'Poison gas' weapons stockpiling urged on US

Persistent and increasingly detailed accounts of Soviet chemical warfare in Afghanistan and elsewhere are strenghtening arguments that the United States should develop its own neglected chemical warfare capability as a deterrent.

Experts of the Departments of State and Defense, and a Harvard University scientist, told a congressional hearing April 24 of growing evidence that the Soviets have used incapacitating gas against Muslim rebels in Afghanistan. But, they said, proof is lacking to substantiate reports of lethal nerve gas attacks by the Soviets.

State Department counselor Matthew Nimitz said the evidence was still about " 50- 50" that fatal casualties occurred from use of gas in Afghanistan. Accounts of refugees and others were conflicting in some cases and "inconsistent" in others, he explained.

Dr. Matthew Messelson of Harvard University, a chemical warfare expert who has investigated past alleged use of gas in Vietnam and Laos, as well as the Afghan reports, said: "There are many questions to be answered, and we must continue our investigations."

In responding to questions by chairmen Clement J. Zablocki (D) of Wisconsin and Lester L. Wolff (D) of New York of the House subcommittees on Asia and international affairs, Mr. Nimitz said the government felt the burden of proof should not be on the US, but that other governments and world humanitarian bodies should more actively seek to establish the truth. Violation of the 1925 International Conventions against the use of chemical and biological warefare (CBW) which the Soviet Union as well as the US and all other major governments signed, was a matter for the world community as a whole to investigate.

Several congressmen questioned witnesses about a recent letter to Congress from Defence Secretary Harold Brown arguing that the US should develop its own chemical weapons as a deterrent to the superior and growing chemical-weapons capacity of the Soviet Union and Warsaw Pact countries.

The US Army, like Mr. Brown in his letter, argues that the Army should be given authority and funding to manufacture a new type of chemical munition. So far such authorization has been blocked by some congressmen and some members of the White House staff.

These "binary" weapons are shells and bombs containing nontoxic chemicals which are combined into toxic form just before the shell or bomb explodes on its target.

The Army wishes to replace its current stock of gas weapons, especially those using a nerve gas called Sarin, which are aging and in some cases leaking, with binary devices better suited to retaliation against any Soviet first use of chemical warfare.

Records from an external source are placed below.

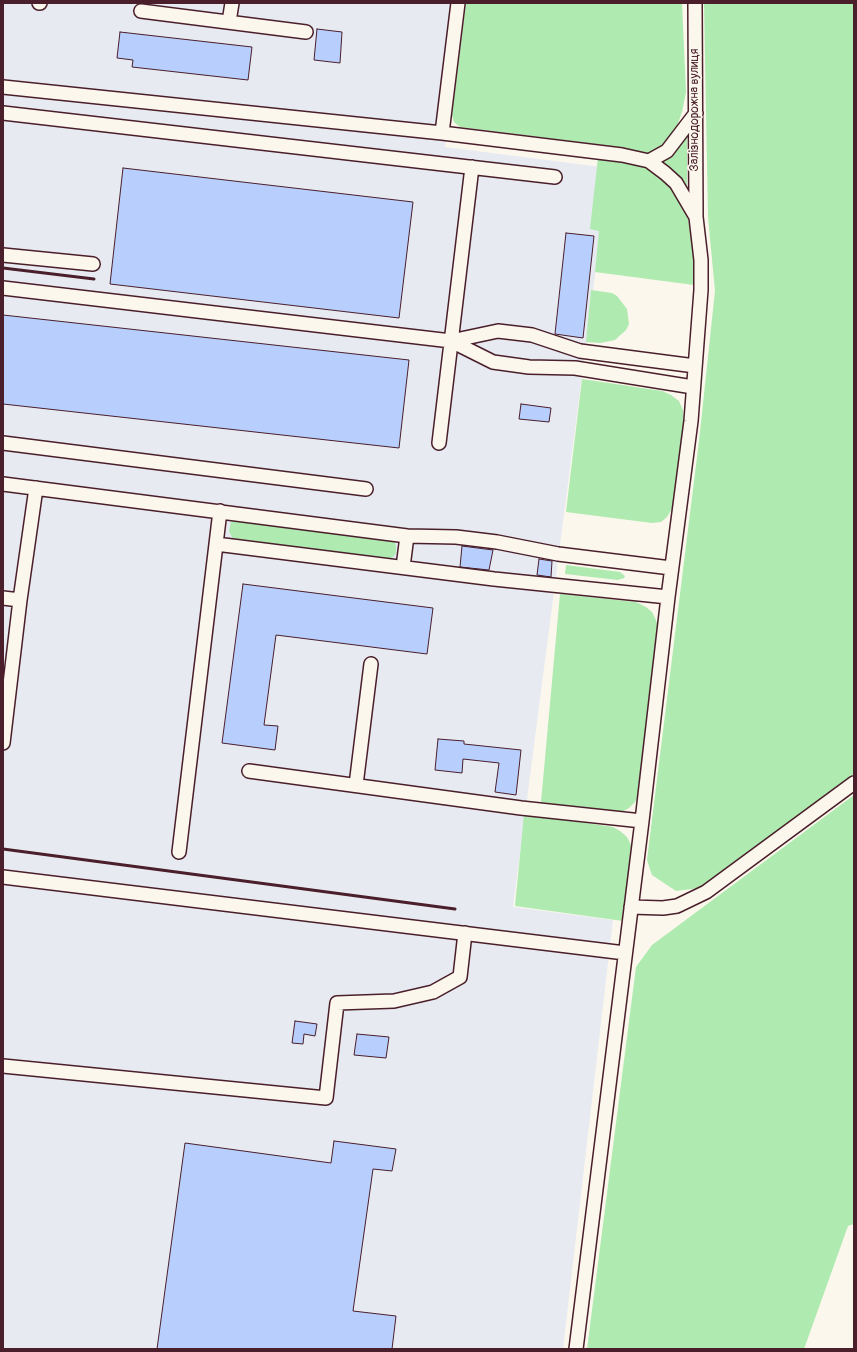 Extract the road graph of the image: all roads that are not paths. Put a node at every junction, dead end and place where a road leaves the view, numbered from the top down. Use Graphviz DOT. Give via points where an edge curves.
graph roads {
  1 [pos="232,3"];
  2 [pos="458,3"];
  3 [pos="695,3"];
  4 [pos="141,11"];
  5 [pos="229,22"];
  6 [pos="306,32"];
  7 [pos="3,87"];
  8 [pos="3,113"];
  9 [pos="696,113"];
  10 [pos="442,133"];
  11 [pos="649,161"];
  12 [pos="472,167"];
  13 [pos="555,177"];
  14 [pos="696,217"];
  15 [pos="3,255"];
  16 [pos="92,264"];
  17 [pos="3,288"];
  18 [pos="451,341"];
  19 [pos="695,366"];
  20 [pos="693,387"];
  21 [pos="3,443"];
  22 [pos="439,443"];
  23 [pos="3,484"];
  24 [pos="36,488"];
  25 [pos="366,489"];
  26 [pos="220,512"];
  27 [pos="407,536"];
  28 [pos="216,544"];
  29 [pos="403,567"];
  30 [pos="672,568"];
  31 [pos="668,597"];
  32 [pos="3,598"];
  33 [pos="20,600"];
  34 [pos="371,664"];
  35 [pos="3,743"];
  36 [pos="249,771"];
  37 [pos="854,783"];
  38 [pos="356,785"];
  39 [pos="642,821"];
  40 [pos="179,852"];
  41 [pos="3,877"];
  42 [pos="631,907"];
  43 [pos="465,933"];
  44 [pos="625,952"];
  45 [pos="3,1066"];
  46 [pos="576,1349"];
  1 -- 5 [label="street"];
  2 -- 10 [label="street"];
  3 -- 9 [label="street, Залізнодорожна вулиця"];
  4 -- 5 [label="street"];
  5 -- 6 [label="street"];
  7 -- 10 [label="street"];
  8 -- 12 [label="street"];
  9 -- 11 [label="street" via="668,151"];
  9 -- 14 [label="street, Залізнодорожна вулиця"];
  10 -- 11 [label="street" via="622,155"];
  11 -- 14 [label="street" via="676,183"];
  12 -- 13 [label="street"];
  12 -- 18 [label="street"];
  14 -- 19 [label="street, Залізнодорожна вулиця" via="701,275"];
  15 -- 16 [label="street"];
  17 -- 18 [label="street"];
  18 -- 19 [label="street" via="498,331 532,335 580,351"];
  18 -- 20 [label="street" via="493,362 529,367 575,368"];
  18 -- 22 [label="street"];
  19 -- 20 [label="street, Залізнодорожна вулиця"];
  20 -- 30 [label="street, Залізнодорожна вулиця"];
  21 -- 25 [label="street"];
  23 -- 24 [label="street"];
  24 -- 26 [label="street"];
  24 -- 33 [label="street"];
  26 -- 27 [label="street"];
  26 -- 28 [label="street"];
  27 -- 29 [label="street"];
  27 -- 30 [label="street" via="456,537 558,554"];
  28 -- 29 [label="street"];
  28 -- 40 [label="street"];
  29 -- 31 [label="street" via="487,579"];
  30 -- 31 [label="street, Залізнодорожна вулиця"];
  31 -- 39 [label="street, Залізнодорожна вулиця"];
  32 -- 33 [label="street"];
  33 -- 35 [label="street"];
  34 -- 38 [label="street"];
  36 -- 38 [label="street"];
  37 -- 42 [label="street" via="706,892 670,907"];
  38 -- 39 [label="street" via="522,808"];
  39 -- 42 [label="street, Залізнодорожна вулиця"];
  41 -- 43 [label="street"];
  42 -- 44 [label="street, Залізнодорожна вулиця"];
  43 -- 44 [label="street"];
  43 -- 45 [label="street" via="460,977 433,992 394,1001 337,1003 326,1098"];
  44 -- 46 [label="street, Залізнодорожна вулиця"];
} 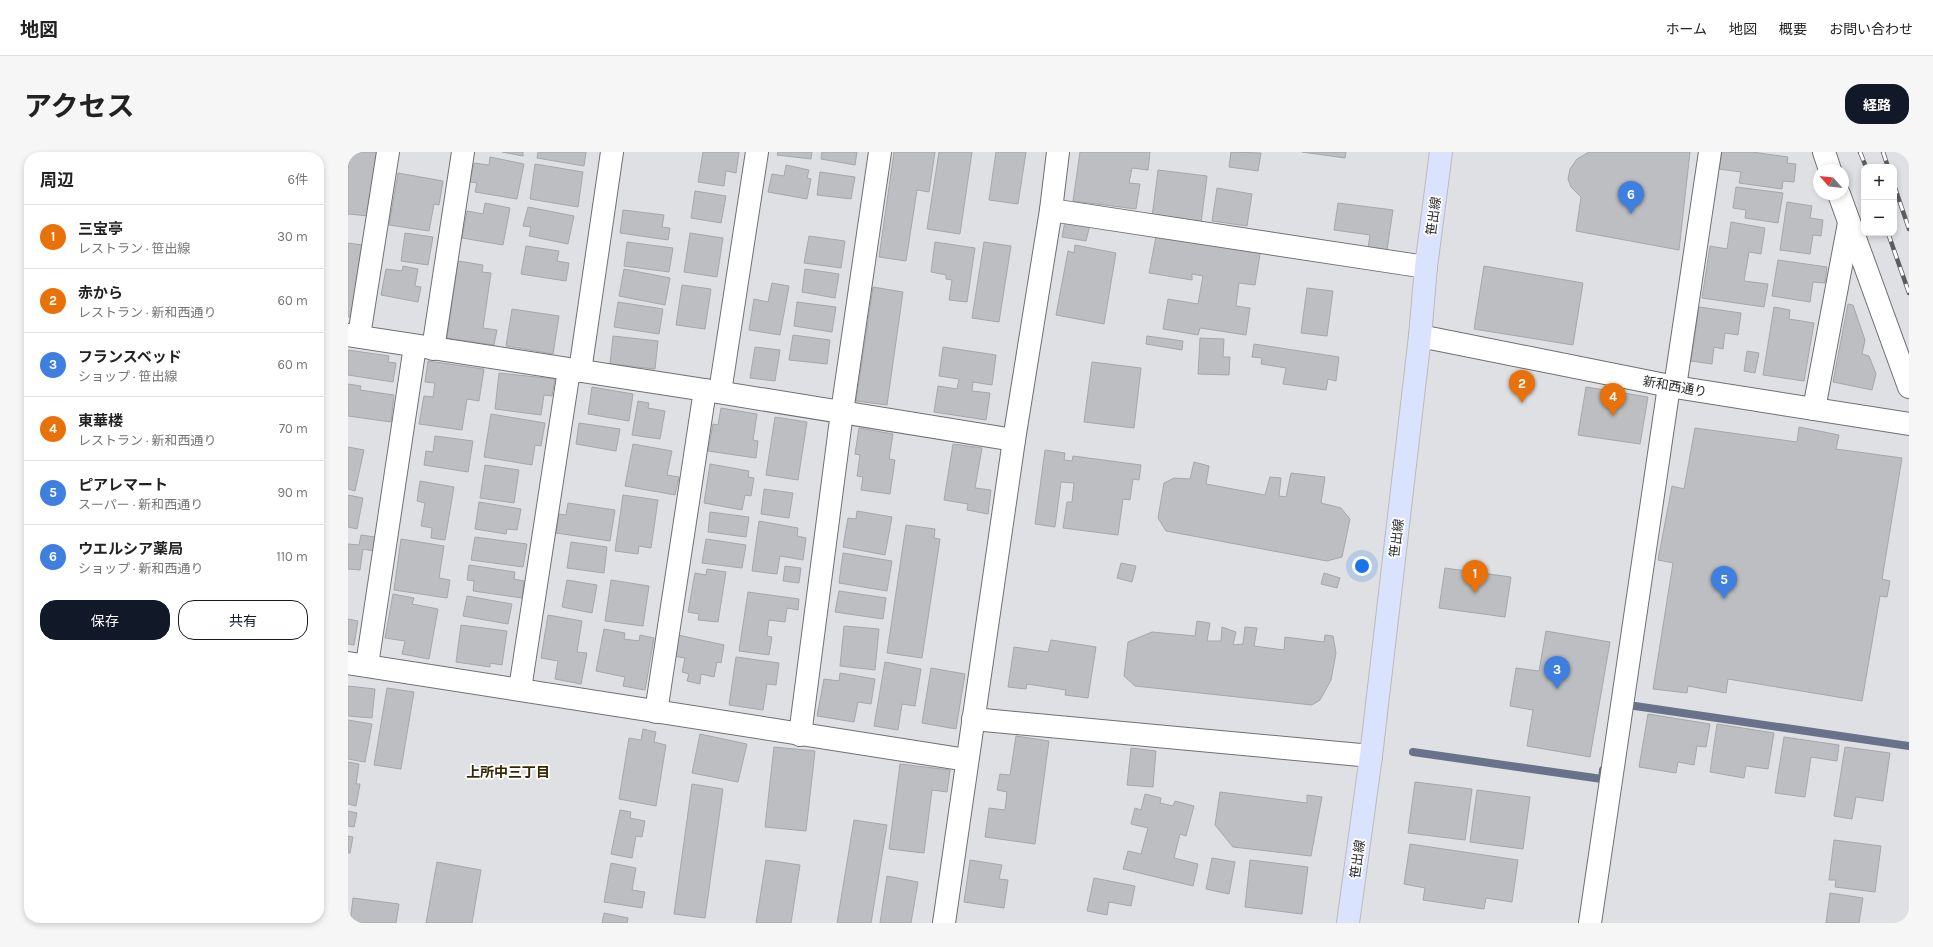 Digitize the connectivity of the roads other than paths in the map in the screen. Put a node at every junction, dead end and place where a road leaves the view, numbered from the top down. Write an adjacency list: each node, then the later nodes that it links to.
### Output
1 (388, 152): 15 (street)
2 (463, 152): 17 (street)
3 (612, 152): 18 (street)
4 (757, 152): 21 (street)
5 (880, 152): 23 (street)
6 (1058, 152): 12 (street)
7 (1442, 152): 14 (main road, 笹出線)
8 (1710, 152): 19 (street)
9 (1824, 152): 10 (street)
10 (1828, 164)
11 (1841, 200): 13 (street)
12 (1051, 210): 14 (street); 25 (street)
13 (1849, 222): 20 (street); 22 (street)
14 (1426, 267): 16 (main road, 笹出線)
15 (354, 336): 17 (street)
16 (1420, 336): 19 (street, 新和西通り); 31 (main road, 笹出線)
17 (424, 347): 18 (street); 26 (street)
18 (574, 371): 21 (street); 27 (street)
19 (1672, 386): 22 (street, 新和西通り); 35 (street)
20 (1909, 387)
21 (712, 391): 23 (street); 28 (street)
22 (1814, 409): 24 (street, 新和西通り)
23 (842, 412): 25 (street); 30 (street)
24 (1909, 424)
25 (1014, 440): 29 (street)
26 (357, 664): 27 (street)
27 (520, 689): 28 (street)
28 (656, 712): 30 (street)
29 (973, 719): 31 (street); 32 (street)
30 (800, 735): 32 (street)
31 (1371, 756): 34 (main road, 笹出線)
32 (967, 760): 33 (street)
33 (944, 923)
34 (1348, 923)
35 (1590, 923)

A stockpile of so-called "weteye" chemical nerve agent bombs was to have been moved from its storage place at Rocky Mountain Arsenal in Denver to a safer Army depot in Utah. But on Feb. 26 the Defense Department announced it would keep the weteye bombs where they are to preclude "even the minimal risks" involved in moving them.

On April 24 the Stockholm International Peach Research Institute (CIPRI) released a book-length report called "Chemical Weapons: Destruction and Conversion," with detailed accounts of chemical disarmament progress.

"Development of chemical warfare devices has continued without interruption, particularly in the arsenals of the. . . US and USSR," the CIPRI report asserts. Though the 1925 Geneva Protocol forbids first use of chemical weapons in war, it does not ban their manufacture. US and Soviet negotiators have been discussing renunciation of first use in the Committee on Disarmament and previous bodies since 1977 without significant progress.

Witnesses at the April 24 committee hearings here emphasized that in signing the 1925 agreement the Soviets had made a reservation concerning use of chemical warfare involving countries not signing the protocol. One of these nonsigners was Afghanistan.